In My “Glee” Tribute to Lou Reed Episode

In my “Glee” Tribute to Lou Reed Episode, I’m the new kid everyone is talking about in school because I used to be in a successful boy band, but I quit after seeing a photo of Justin Timberlake wearing his hair in cornrows.

So everyone is wondering if I’m going to join the New Directions glee club and why the heck I’m living in Lima, Ohio. But I’m that tall, really good-looking, silent type, so I’m not saying anything.

I’m in the school cafeteria when Tina Cohen-Chang says, “Hey, Jon, I hear you’re a great singer. Are you going to join New Directions?”

I shake my head no.

“Why not? We’re great!”

I shrug. I really don’t want to go there.

“That’s not an answer. Have you heard us?”

“Of course I have. Look, you guys have had gay kids, a kid in a wheelchair, and you even had a quarterback, but where is your alterna-misfit like me, who hates half the music you sing? How am I gonna fit in?”

“It’s so easy to be a hater, Jon. What do you think we should be doing?”

And then, on the soundtrack, these two bass notes glissando from G to C and then slide back again. You know the song. Everyone does. And I say, “Holly came from Miami, F-L-A…”

So I lead a killer version of Lou’s drag-queen classic, “Take a Walk on the Wild Side,” mincing down the food line, turning myself into one of his characters, tonging a heap of spaghetti over my head, holding cantaloupes to my chest, and applying ketchup for lipstick. I even cue the food-service workers: “And all the colored girls go, ‘Doo do doo do doo doo di doo do doo do doo do di doo.’ ” Then Mercedes and Santana, who are visiting because it’s alumni day, join in. The whole cafeteria cheers when we finish.

I go to the bathroom in my “Glee” Tribute to Lou Reed Episode, so I can wash off the ketchup and get the spaghetti out of my hair, and Tina comes in to tell me how awesome I was. She says I should attend the next New Directions rehearsal and try it out. Maybe I can even give them an edge. Then, because we’re in the bathroom and looking at ourselves, she sings “I’ll Be Your Mirror,” which is like a song that, like, everyone name-checks as great and sensitive. And, even though I’m tall, dark, and mysterious, my eyes get watery for a second, but I wipe them really quickly.

At rehearsal, the kids are all talking about me. It’s like “Waiting for Godot.” Will I show up or not? Artie (the kid in the wheelchair), Blaine (a gay kid), and Marley (a new girl) decide to go looking for me and roam through the halls singing “I’m Waiting for the Man” and doing cartwheels and splits, and even a wheelchair wheelie.

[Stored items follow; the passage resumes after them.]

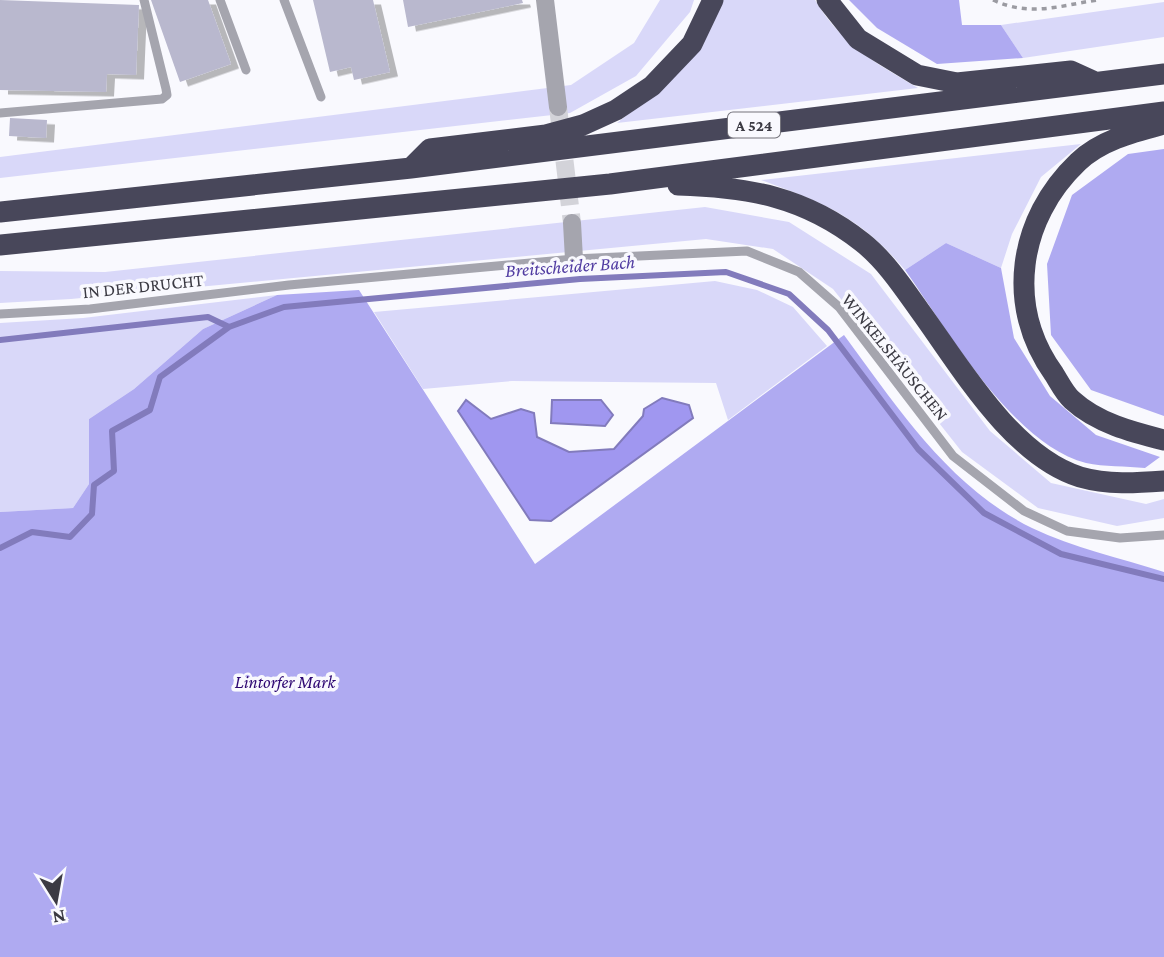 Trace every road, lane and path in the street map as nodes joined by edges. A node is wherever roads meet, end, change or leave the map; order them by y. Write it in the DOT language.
graph roads {
  1 [pos="144,0"];
  2 [pos="220,0"];
  3 [pos="284,0"];
  4 [pos="545,0"];
  5 [pos="713,0"];
  6 [pos="827,0"];
  7 [pos="993,0"];
  8 [pos="1097,0"];
  9 [pos="246,70"];
  10 [pos="1164,74"];
  11 [pos="1098,83"];
  12 [pos="321,97"];
  13 [pos="558,107"];
  14 [pos="1164,112"];
  15 [pos="0,113"];
  16 [pos="1164,124"];
  17 [pos="411,167"];
  18 [pos="610,184"];
  19 [pos="0,212"];
  20 [pos="572,223"];
  21 [pos="0,246"];
  22 [pos="574,259"];
  23 [pos="289,285"];
  24 [pos="0,314"];
  25 [pos="1164,440"];
  26 [pos="1164,481"];
  27 [pos="1164,535"];
  1 -- 15 [label="lane"];
  2 -- 9 [label="lane"];
  3 -- 12 [label="lane"];
  4 -- 13 [label="street"];
  5 -- 17 [label="highway"];
  6 -- 11 [label="highway"];
  7 -- 8 [label="path"];
  10 -- 11 [label="highway, A 524"];
  11 -- 17 [label="highway, A 524"];
  14 -- 18 [label="highway, A 524"];
  16 -- 25 [label="highway"];
  17 -- 19 [label="highway, A 524"];
  18 -- 21 [label="highway, A 524"];
  18 -- 26 [label="highway"];
  20 -- 22 [label="street"];
  22 -- 23 [label="lane, WINKELSHÄUSCHEN"];
  22 -- 27 [label="lane, WINKELSHÄUSCHEN"];
  23 -- 24 [label="lane, IN DER DRUCHT"];
} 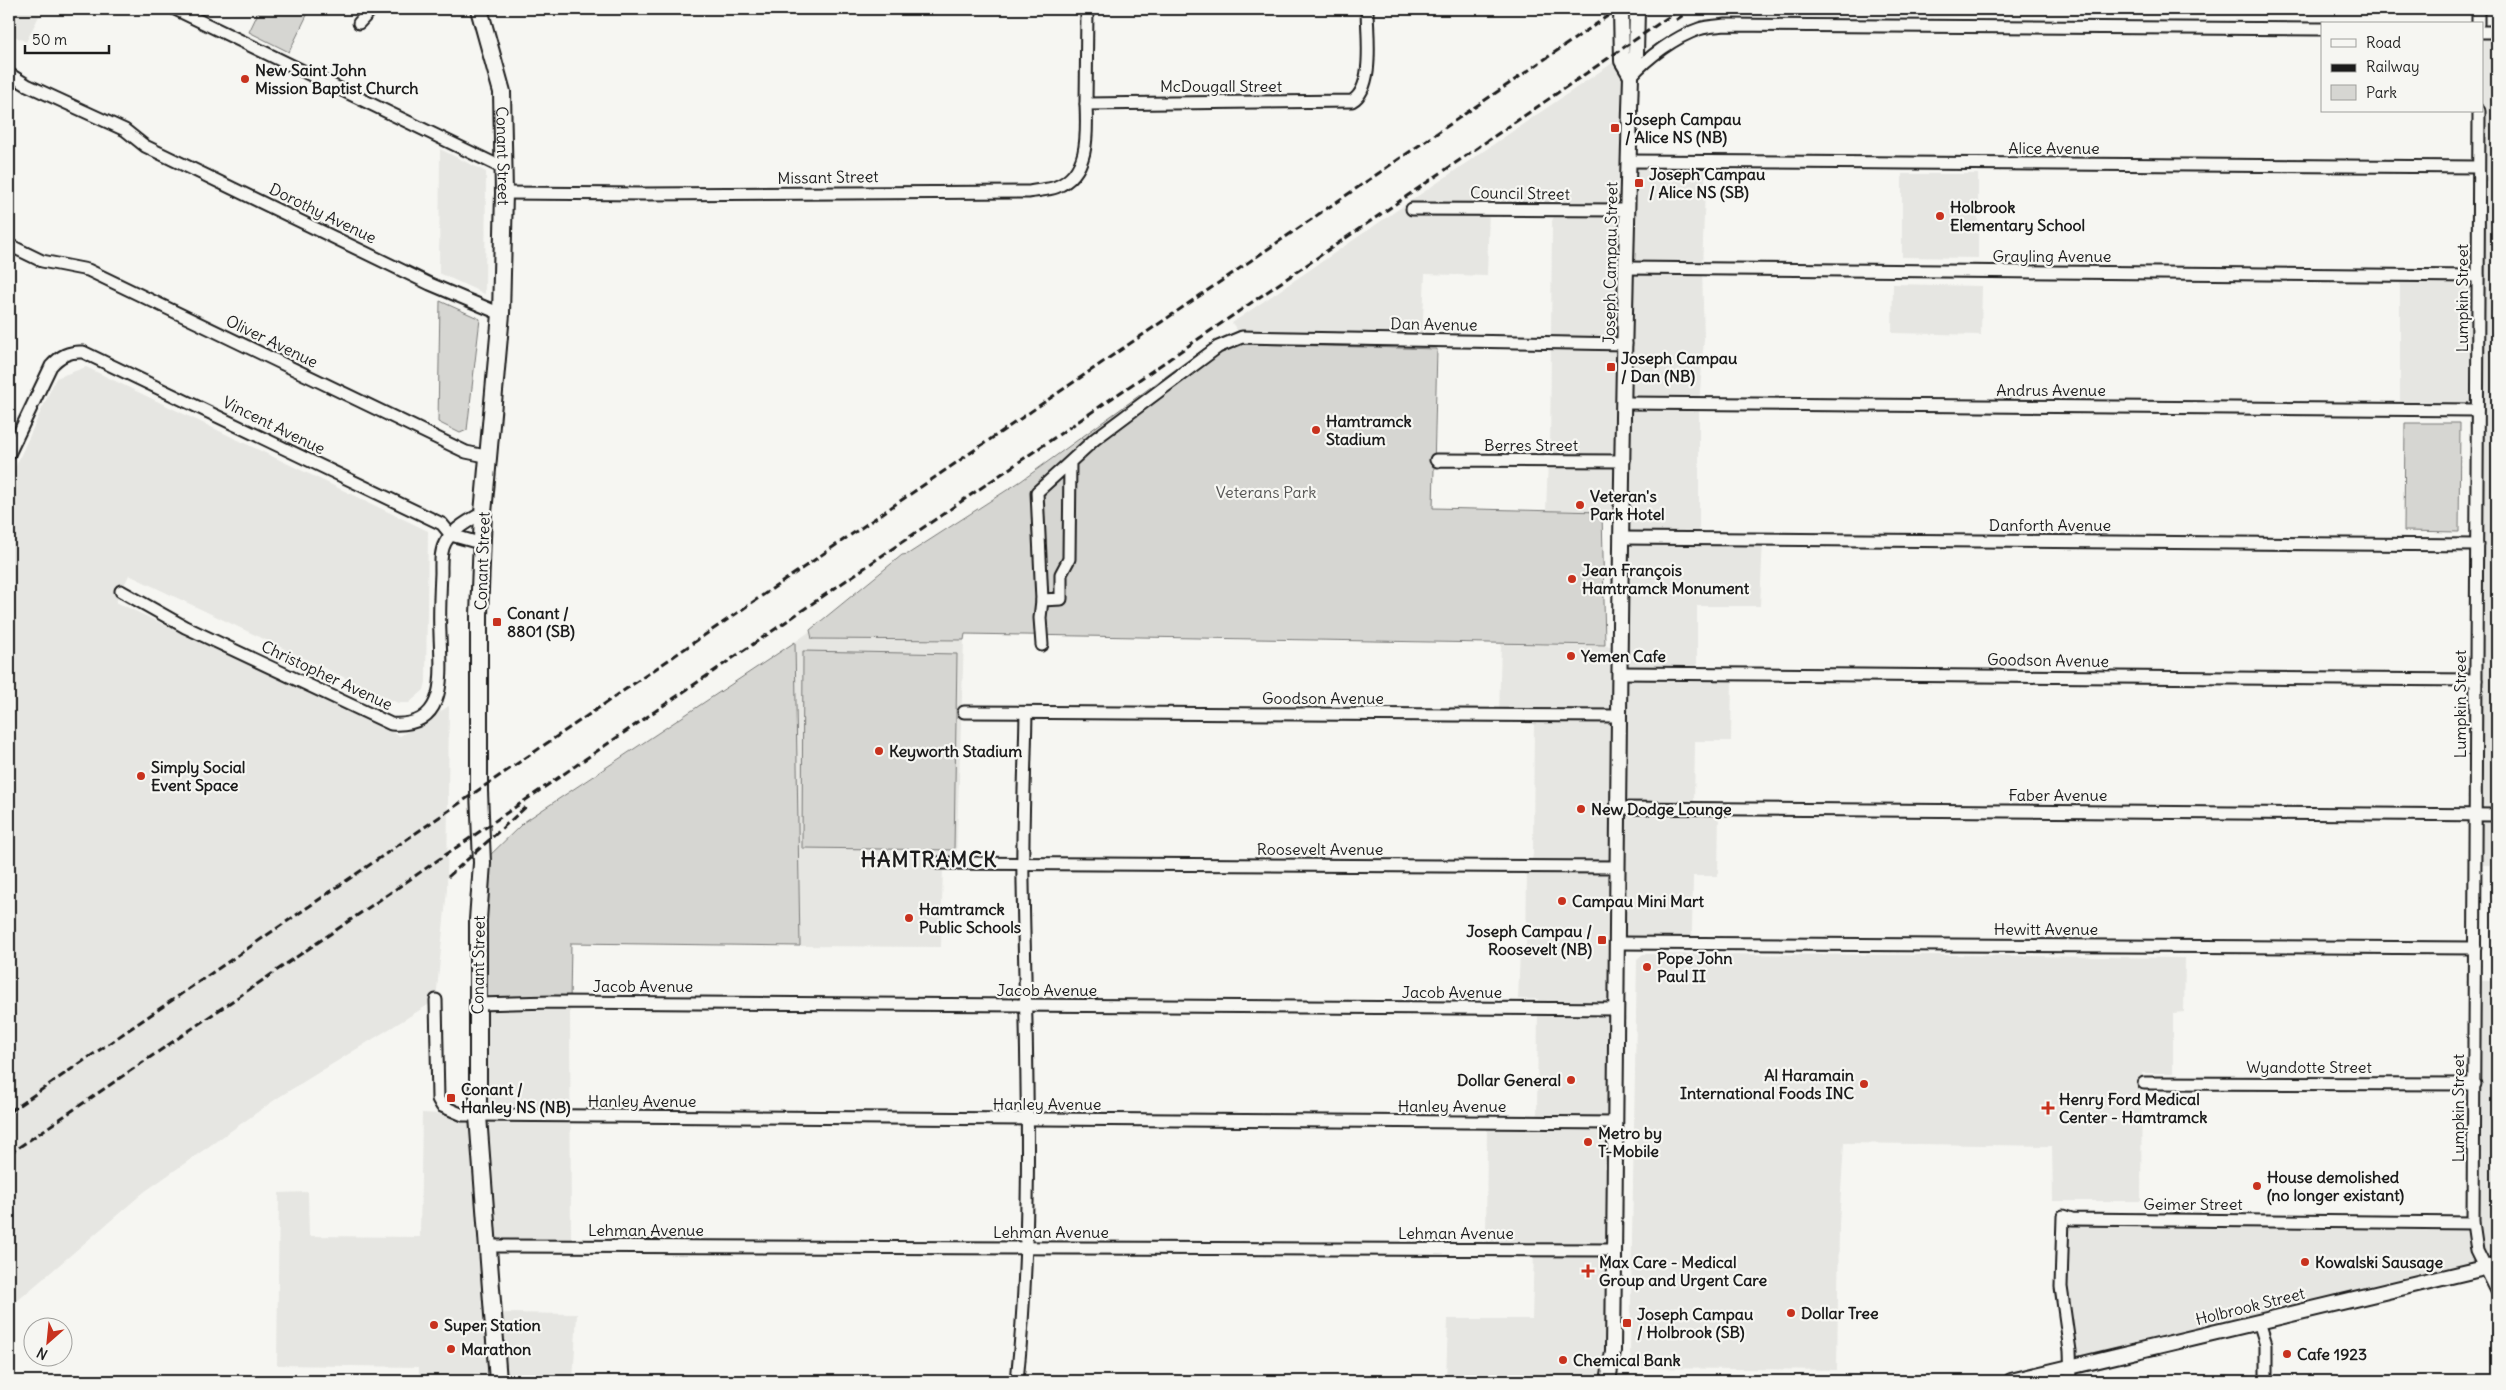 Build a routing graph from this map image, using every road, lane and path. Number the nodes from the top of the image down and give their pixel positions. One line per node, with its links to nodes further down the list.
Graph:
1 (175, 9): 20 (street)
2 (372, 9): 10 (street)
3 (479, 9): 20 (main road, Conant Street)
4 (1087, 9): 16 (street)
5 (1367, 9): 16 (street, McDougall Street)
6 (1621, 9): 15 (street, Joseph Campau Street)
7 (1637, 9): 15 (street, Joseph Campau Street)
8 (2478, 9): 9 (street)
9 (2478, 22)
10 (359, 23)
11 (2321, 29): 15 (street)
12 (2484, 32): 13 (street)
13 (2497, 32)
14 (9, 74): 27 (street, Dorothy Avenue)
15 (1631, 76): 18 (street, Joseph Campau Street)
16 (1086, 104): 21 (street, Missant Street)
17 (2479, 112): 19 (street, Lumpkin Street)
18 (1629, 161): 19 (street, Alice Avenue); 23 (street, Joseph Campau Street)
19 (2478, 167): 26 (street, Lumpkin Street)
20 (503, 168): 21 (main road, Conant Street)
21 (504, 192): 27 (main road, Conant Street)
22 (1412, 209): 23 (street, Council Street)
23 (1628, 210): 25 (street, Joseph Campau Street)
24 (9, 245): 32 (street, Oliver Avenue)
25 (1627, 268): 26 (street, Grayling Avenue); 28 (street, Joseph Campau Street)
26 (2478, 276): 30 (street, Lumpkin Street)
27 (501, 314): 32 (main road, Conant Street)
28 (1626, 344): 29 (street, Joseph Campau Street); 35 (street, Dan Avenue)
29 (1625, 403): 30 (street, Andrus Avenue); 34 (street, Joseph Campau Street)
30 (2477, 410): 40 (street, Lumpkin Street)
31 (9, 454): 37 (street, Vincent Avenue)
32 (490, 458): 36 (main road, Conant Street)
33 (1438, 461): 34 (street, Berres Street)
34 (1624, 461): 38 (street, Joseph Campau Street)
35 (1070, 462): 42 (street); 42 (street)
36 (483, 513): 37 (street); 39 (main road, Conant Street)
37 (451, 535): 39 (street, Vincent Avenue); 41 (street, Christopher Avenue)
38 (1622, 538): 40 (street, Danforth Avenue); 44 (street, Joseph Campau Street)
39 (482, 544): 58 (main road, Conant Street)
40 (2477, 545): 45 (street, Lumpkin Street)
41 (121, 591)
42 (1042, 600): 43 (street)
43 (1042, 645)
44 (1620, 673): 45 (street, Goodson Avenue); 48 (street, Joseph Campau Street)
45 (2476, 680): 50 (street, Lumpkin Street)
46 (964, 712): 47 (street, Goodson Avenue)
47 (1026, 713): 48 (street, Goodson Avenue); 53 (street)
48 (1619, 716): 49 (street, Joseph Campau Street)
49 (1618, 808): 50 (street, Faber Avenue); 54 (street, Joseph Campau Street)
50 (2476, 815): 51 (street, Faber Avenue); 56 (street, Lumpkin Street)
51 (2497, 815)
52 (937, 864): 53 (street, Roosevelt Avenue)
53 (1023, 864): 54 (street, Roosevelt Avenue); 59 (street)
54 (1617, 867): 55 (street, Joseph Campau Street)
55 (1616, 943): 56 (street, Hewitt Avenue); 60 (street, Joseph Campau Street)
56 (2475, 948): 62 (street, Lumpkin Street)
57 (436, 1000): 63 (street)
58 (478, 1004): 59 (street, Jacob Avenue); 63 (main road, Conant Street)
59 (1026, 1006): 60 (street, Jacob Avenue); 64 (street)
60 (1617, 1009): 65 (street, Joseph Campau Street)
61 (2144, 1083): 62 (street, Wyandotte Street)
62 (2475, 1084): 66 (street, Lumpkin Street)
63 (478, 1116): 64 (street, Hanley Avenue); 67 (main road, Conant Street)
64 (1026, 1120): 65 (street, Hanley Avenue); 68 (street)
65 (1616, 1123): 69 (street, Joseph Campau Street)
66 (2473, 1223): 70 (street, Lumpkin Street); 73 (street, Geimer Street)
67 (487, 1246): 68 (street, Lehman Avenue); 74 (main road, Conant Street)
68 (1025, 1248): 69 (street, Lehman Avenue); 75 (street)
69 (1614, 1250): 76 (street, Joseph Campau Street)
70 (2491, 1267): 71 (street, Lumpkin Street); 72 (street, Holbrook Street)
71 (2497, 1291)
72 (2260, 1322): 73 (street, Holbrook Street); 78 (street)
73 (2071, 1374): 77 (street, Holbrook Street)
74 (498, 1381)
75 (1017, 1381)
76 (1608, 1381)
77 (2011, 1381)
78 (2266, 1381)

It’s so upbeat you could almost forget it’s a song about scoring heroin.

When I finally show up, I say I’ll try out on one condition.

“Anything!” Blaine says.

“I want us to sing a two-minute version of ‘Metal Machine Music, Part 1.’ ”

“No! Don’t do it!” It’s Rachel, back from Julliard for alumni day. “I know a former student who heard a performance of it at Columbia University and went nuts. It’s pure noise.”

“Well, that’s my requirement,” I say. “The club is called New Directions, right?”

“But the new direction isn’t insanity!” says Rachel, who has had a really hard time this year. “Listen, you guys, I love you all. But don’t do it. It’s like a… a descent into madness.”

Rachel is tearful and pleading. And I feel a little like a jerk in my “Glee” Tribute to Lou Reed Episode, but I say what I have to: “Art isn’t always beautiful, man.”

The principal, Sue Sylvester, who is played by the awesome Jane Lynch, storms in. “Rachel! What’s wrong?” she says.

Artie rats me out: “He wants to sing ‘Metal Machine Music.’ ”

Sue gasps in horror. “Look what you’ve done with your horrible, hateful music,” she says to me. “Get out of here, Mister Misery Guts!”

I stand up. I weigh three choices. If we were off screen and out of character, I would definitely sing her “Sweet Jane.” But we are in character, so I consider wooing Sue with “Pale Blue Eyes,” which is my personal favorite Lou song. But then I think, Duh, this is “Glee,” so I launch into “I Love You, Suzanne.” It’s a fabulous, finger-snapping version that makes you want to dance. The “Glee” gang loves it, and by the end even Sue is making goo-goo eyes at me.

“We don’t have to do ‘Metal Machine Music,’ ” I say, walking over to Rachel. “Rachel, are you okay?”

She smiles through her tear-stained face, and then, with that crystalline voice and the following lyrics, leads us to the finale of my “Glee” Tribute to Lou Reed Episode:

I’ve been set free and I’ve been bound
To the memories of yesterday’s clouds

It’s “I’m Set Free,” the glorious, pounding, punky, gospel-tinged song that Lou Reed wrote for the Velvet Underground. Mercedes steps in for the second verse to blast it to the stratosphere, and then we’re all in, singing our hearts out, the New Directions, finally going somewhere different, soaring high above the Top 40, trumpeting “I’m set free!” And we are whirling, swirling, like those kids at Phish shows, except we actually know how to dance. It is so good, so moving, it doesn’t matter that the last line is a bit cynical: “I’m set free to find a new illusion.”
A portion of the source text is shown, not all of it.